Alright, so evaluating the derivative and integral of a vector function is pretty straightforward, but what is the purpose of doing so?

To describe motion in a plane or space!

Unit Tangent Vector

Well, the geometric meaning of the derivative \(\vec{r}^{\prime}(t)\) is that \(\vec{r}^{\prime}(t)\) is tangent to the curve and the length of \(\vec{r}^{\prime}(t)\), denoted \(\left\|\vec{r}^{\prime}(t)\right\|\), is the speed. And since \(\vec{r}^{\prime}(t)\) points in the direction of motion and its length is the speed, we can call \(\vec{r}^{\prime}(t)\) the velocity vector and \(\vec{r}^{\prime \prime}(t)\) the acceleration vector.
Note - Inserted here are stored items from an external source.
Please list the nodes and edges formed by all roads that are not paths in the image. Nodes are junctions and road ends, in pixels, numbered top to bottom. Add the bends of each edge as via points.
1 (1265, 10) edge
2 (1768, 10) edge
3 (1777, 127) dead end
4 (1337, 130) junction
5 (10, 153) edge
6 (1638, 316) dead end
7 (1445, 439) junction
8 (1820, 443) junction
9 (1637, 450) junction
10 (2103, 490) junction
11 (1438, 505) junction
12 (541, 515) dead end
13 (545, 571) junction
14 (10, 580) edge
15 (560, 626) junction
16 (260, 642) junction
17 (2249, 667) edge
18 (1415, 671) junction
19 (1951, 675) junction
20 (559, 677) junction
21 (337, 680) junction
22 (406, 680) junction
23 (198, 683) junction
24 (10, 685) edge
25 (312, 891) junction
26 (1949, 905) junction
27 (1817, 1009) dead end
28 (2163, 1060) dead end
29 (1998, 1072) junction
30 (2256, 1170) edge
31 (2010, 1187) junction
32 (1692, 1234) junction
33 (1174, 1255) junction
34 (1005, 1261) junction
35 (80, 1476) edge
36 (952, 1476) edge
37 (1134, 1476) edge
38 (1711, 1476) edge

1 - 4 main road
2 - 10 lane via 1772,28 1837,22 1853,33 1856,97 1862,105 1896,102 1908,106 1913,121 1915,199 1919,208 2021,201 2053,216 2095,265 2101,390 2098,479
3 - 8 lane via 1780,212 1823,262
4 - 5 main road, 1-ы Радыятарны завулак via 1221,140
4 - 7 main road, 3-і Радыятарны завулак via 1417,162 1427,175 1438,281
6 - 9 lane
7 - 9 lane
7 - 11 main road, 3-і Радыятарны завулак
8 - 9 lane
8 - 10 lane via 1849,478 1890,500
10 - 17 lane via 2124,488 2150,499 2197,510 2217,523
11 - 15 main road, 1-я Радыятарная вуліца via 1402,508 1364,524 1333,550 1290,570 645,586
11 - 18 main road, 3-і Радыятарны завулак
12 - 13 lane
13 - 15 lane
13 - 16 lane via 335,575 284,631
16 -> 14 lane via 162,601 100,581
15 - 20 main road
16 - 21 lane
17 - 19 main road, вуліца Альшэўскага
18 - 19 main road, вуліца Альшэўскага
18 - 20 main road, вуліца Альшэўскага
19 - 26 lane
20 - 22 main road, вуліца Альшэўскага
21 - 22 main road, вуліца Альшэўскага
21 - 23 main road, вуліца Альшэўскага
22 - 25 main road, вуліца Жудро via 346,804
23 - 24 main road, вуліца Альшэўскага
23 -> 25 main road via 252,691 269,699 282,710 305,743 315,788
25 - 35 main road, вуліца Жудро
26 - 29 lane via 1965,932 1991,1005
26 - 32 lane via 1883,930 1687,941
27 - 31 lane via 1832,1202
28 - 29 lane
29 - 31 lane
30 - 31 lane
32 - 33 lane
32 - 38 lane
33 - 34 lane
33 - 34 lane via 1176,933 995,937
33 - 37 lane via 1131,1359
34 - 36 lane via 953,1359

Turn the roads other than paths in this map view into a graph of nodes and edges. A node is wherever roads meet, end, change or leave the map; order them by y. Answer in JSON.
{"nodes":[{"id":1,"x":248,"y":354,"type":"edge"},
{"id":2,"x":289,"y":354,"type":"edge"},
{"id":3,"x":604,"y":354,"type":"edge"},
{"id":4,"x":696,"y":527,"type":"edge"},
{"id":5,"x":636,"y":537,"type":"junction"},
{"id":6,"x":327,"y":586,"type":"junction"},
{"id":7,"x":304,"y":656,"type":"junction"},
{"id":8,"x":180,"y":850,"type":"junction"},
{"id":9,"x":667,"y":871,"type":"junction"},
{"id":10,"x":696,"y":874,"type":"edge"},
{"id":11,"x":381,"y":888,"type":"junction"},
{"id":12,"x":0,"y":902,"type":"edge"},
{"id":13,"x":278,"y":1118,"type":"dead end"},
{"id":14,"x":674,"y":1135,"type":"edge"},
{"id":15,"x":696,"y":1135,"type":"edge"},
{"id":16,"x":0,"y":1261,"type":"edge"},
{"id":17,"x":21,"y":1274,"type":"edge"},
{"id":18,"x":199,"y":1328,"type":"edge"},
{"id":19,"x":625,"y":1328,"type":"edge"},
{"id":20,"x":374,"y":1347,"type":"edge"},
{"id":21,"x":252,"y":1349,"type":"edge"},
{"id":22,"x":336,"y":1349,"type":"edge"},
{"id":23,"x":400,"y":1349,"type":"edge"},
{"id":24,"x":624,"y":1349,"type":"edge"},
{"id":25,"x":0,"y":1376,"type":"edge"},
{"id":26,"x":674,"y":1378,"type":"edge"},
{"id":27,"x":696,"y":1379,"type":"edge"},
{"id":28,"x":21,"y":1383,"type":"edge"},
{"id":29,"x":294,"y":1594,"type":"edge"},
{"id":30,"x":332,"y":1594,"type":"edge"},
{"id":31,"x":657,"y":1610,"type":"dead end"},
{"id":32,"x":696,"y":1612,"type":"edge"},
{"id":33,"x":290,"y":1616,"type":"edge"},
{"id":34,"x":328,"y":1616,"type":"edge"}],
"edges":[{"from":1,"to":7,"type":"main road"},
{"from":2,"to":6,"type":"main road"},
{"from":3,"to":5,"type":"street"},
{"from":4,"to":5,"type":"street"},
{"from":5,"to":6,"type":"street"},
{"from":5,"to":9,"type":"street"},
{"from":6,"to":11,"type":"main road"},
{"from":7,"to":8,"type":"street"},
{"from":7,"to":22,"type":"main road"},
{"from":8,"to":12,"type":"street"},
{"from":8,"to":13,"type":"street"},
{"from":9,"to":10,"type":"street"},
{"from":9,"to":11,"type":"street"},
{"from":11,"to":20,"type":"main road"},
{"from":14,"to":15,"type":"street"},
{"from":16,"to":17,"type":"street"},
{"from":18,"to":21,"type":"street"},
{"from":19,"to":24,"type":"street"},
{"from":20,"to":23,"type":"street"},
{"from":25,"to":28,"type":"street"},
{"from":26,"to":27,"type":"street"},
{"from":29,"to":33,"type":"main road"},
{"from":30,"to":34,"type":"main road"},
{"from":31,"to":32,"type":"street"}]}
And a particle whose position vector at the time \(t\) is \(\vec{r}(t)\) having velocity \(\vec{r}^{\prime}(t)\) and speed \(\left\|\vec{r}^{\prime}(t)\right\|\), the unit vector in the direction of \(\vec{r}^{\prime}(t)\) is:

\begin{equation}
T(t)=\frac{\vec{r}^{\prime}(t)}{\left\|\vec{r}^{\prime}(t)\right\|}
\end{equation}

This unit vector, \(T(t)\), called the Unit Tangent Vector, records the direction of motion.

Example

For example, if \(\overrightarrow{r(t)}=\left\langle\cos 2 t, t e^{t}, t-t^{2}\right\rangle\) let’s find the unit tangent vector at the point where \(t=0\).

Step 1

First, we will need to find \(\vec{r}^{\prime}(t)\). Thankfully, we calculated this earlier and found:

\begin{equation}
\vec{r}^{\prime}(t)=\left\langle-2 \sin 2 t, e^{t}(t+1), 1-2 t\right\rangle
\end{equation}

Step 2

Next, we will evaluate the velocity vector at the point where \(t=0\).

\begin{equation}
\vec{r}^{\prime}(0)=\left\langle-2 \sin 2(0), e^{0}(0+1), 1-2(0)\right\rangle=\langle 0,1,1\rangle
\end{equation}

Step 3

Now we will need to calculate the speed of \(\vec{r}(t)\) when \(t=0\), which is the magnitude of the velocity vector \(\vec{r}^{\prime}(0)\).

\begin{equation}
\left\|\vec{r}^{\prime}(0)\right\|=\sqrt{(0)^{2}+(1)^{2}+(1)^{2}}=\sqrt{2}
\end{equation}

Step 4

Now, let’s substitute our values into the unit tangent formula:

\begin{equation}
T(t)=\frac{\vec{r}^{\prime}(t)}{\left|\vec{r}^{\prime}(t)\right| \mid}
\end{equation}

\begin{equation}
T(0)=\frac{\vec{r}^{\prime}(0)}{\left|\vec{r}^{\prime}(0)\right| \mid}=\frac{\langle 0,1,1\rangle}{\sqrt{2}}=\left\langle 0, \frac{1}{\sqrt{2}}, \frac{1}{\sqrt{2}}\right\rangle
\end{equation}

Easy, right?

So, together we will learn how to find derivatives and integrals of vector functions and discuss the definition of smooth curves in 3-space. Additionally, we will represent the tangent vector, unit tangent vector, and antiderivative of vector-valued functions while given initial conditions.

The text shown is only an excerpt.